• _DATA SUPPLIED_
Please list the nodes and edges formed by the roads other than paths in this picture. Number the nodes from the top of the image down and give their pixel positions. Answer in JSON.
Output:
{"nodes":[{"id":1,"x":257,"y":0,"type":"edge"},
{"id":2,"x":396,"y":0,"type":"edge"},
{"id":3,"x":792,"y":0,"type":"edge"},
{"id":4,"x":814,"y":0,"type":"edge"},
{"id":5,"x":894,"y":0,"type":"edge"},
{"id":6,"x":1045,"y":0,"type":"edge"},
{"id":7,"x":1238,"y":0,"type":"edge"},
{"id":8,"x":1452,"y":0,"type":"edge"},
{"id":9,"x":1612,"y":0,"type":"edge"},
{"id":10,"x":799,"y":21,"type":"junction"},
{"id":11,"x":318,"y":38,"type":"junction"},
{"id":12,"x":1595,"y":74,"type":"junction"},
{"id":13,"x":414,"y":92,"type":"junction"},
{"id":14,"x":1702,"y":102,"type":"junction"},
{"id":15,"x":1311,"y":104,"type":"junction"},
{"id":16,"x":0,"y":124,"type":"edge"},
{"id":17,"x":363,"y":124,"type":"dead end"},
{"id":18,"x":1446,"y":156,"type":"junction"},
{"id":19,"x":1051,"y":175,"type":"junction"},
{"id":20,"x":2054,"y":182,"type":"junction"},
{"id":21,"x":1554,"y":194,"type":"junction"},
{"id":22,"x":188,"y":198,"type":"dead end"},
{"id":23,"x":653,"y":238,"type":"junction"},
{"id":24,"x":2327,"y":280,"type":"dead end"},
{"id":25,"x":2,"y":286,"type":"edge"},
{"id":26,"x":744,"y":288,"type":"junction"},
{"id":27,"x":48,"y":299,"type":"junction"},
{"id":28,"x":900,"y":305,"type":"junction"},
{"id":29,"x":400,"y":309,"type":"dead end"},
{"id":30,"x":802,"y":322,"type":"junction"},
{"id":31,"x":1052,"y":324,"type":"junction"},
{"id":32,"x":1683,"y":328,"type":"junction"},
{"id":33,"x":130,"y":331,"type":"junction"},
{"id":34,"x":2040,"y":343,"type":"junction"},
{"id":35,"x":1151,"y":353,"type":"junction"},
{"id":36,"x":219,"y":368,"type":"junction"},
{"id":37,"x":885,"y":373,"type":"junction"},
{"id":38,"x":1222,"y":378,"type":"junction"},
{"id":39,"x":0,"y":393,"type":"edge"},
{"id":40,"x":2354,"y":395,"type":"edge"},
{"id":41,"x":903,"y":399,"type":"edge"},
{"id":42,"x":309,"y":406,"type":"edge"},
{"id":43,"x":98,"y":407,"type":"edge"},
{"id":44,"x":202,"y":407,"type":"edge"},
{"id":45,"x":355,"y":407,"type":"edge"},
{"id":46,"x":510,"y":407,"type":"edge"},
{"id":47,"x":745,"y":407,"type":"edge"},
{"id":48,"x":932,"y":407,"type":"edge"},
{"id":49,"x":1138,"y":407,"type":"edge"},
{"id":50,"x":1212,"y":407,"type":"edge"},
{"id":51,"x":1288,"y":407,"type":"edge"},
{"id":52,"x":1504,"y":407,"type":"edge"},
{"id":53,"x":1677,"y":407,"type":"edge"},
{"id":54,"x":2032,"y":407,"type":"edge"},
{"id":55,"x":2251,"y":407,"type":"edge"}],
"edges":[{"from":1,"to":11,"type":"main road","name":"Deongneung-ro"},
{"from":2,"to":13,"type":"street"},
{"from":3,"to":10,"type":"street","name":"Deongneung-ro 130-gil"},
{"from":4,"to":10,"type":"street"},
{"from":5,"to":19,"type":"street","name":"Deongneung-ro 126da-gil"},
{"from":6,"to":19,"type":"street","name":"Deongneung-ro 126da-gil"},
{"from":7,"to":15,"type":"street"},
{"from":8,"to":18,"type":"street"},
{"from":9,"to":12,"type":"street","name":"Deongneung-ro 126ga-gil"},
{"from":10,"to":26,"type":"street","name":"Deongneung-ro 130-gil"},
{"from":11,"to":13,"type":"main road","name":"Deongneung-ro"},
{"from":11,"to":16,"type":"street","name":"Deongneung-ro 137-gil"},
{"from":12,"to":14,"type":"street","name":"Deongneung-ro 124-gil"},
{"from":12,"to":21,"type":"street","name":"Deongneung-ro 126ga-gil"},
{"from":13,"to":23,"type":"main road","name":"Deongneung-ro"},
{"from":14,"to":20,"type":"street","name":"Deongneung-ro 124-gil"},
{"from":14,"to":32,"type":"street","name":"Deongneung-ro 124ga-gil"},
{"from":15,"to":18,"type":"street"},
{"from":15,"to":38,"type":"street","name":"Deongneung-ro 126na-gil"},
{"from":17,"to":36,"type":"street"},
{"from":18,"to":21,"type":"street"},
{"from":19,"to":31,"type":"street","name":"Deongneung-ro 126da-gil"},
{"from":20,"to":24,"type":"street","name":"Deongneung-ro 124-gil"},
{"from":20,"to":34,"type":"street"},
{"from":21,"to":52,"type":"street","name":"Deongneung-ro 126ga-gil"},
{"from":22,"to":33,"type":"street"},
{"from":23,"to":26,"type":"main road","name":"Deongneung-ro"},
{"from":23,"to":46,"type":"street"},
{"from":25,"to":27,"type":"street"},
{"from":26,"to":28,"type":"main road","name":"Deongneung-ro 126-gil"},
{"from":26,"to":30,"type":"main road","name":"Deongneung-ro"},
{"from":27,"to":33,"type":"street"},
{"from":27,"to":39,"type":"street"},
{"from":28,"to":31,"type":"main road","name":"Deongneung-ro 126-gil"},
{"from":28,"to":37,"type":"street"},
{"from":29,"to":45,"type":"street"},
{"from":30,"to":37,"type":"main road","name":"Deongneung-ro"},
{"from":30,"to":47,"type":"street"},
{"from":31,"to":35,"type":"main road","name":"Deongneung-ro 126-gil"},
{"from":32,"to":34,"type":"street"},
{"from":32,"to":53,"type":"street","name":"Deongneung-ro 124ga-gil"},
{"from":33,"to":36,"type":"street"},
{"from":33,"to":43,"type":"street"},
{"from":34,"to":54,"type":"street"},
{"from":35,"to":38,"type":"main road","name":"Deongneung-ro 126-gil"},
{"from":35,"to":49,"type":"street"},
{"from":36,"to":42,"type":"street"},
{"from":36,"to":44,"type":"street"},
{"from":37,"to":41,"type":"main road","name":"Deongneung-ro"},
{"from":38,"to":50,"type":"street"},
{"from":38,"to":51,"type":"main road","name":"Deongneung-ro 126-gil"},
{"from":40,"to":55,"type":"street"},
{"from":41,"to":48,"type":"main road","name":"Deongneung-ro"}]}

• _YOUR INSTRUCTIONS_
If a line in the records includes the string "dead", copy it.

• _TASK RESULT_
{"id":17,"x":363,"y":124,"type":"dead end"},
{"id":22,"x":188,"y":198,"type":"dead end"},
{"id":24,"x":2327,"y":280,"type":"dead end"},
{"id":29,"x":400,"y":309,"type":"dead end"},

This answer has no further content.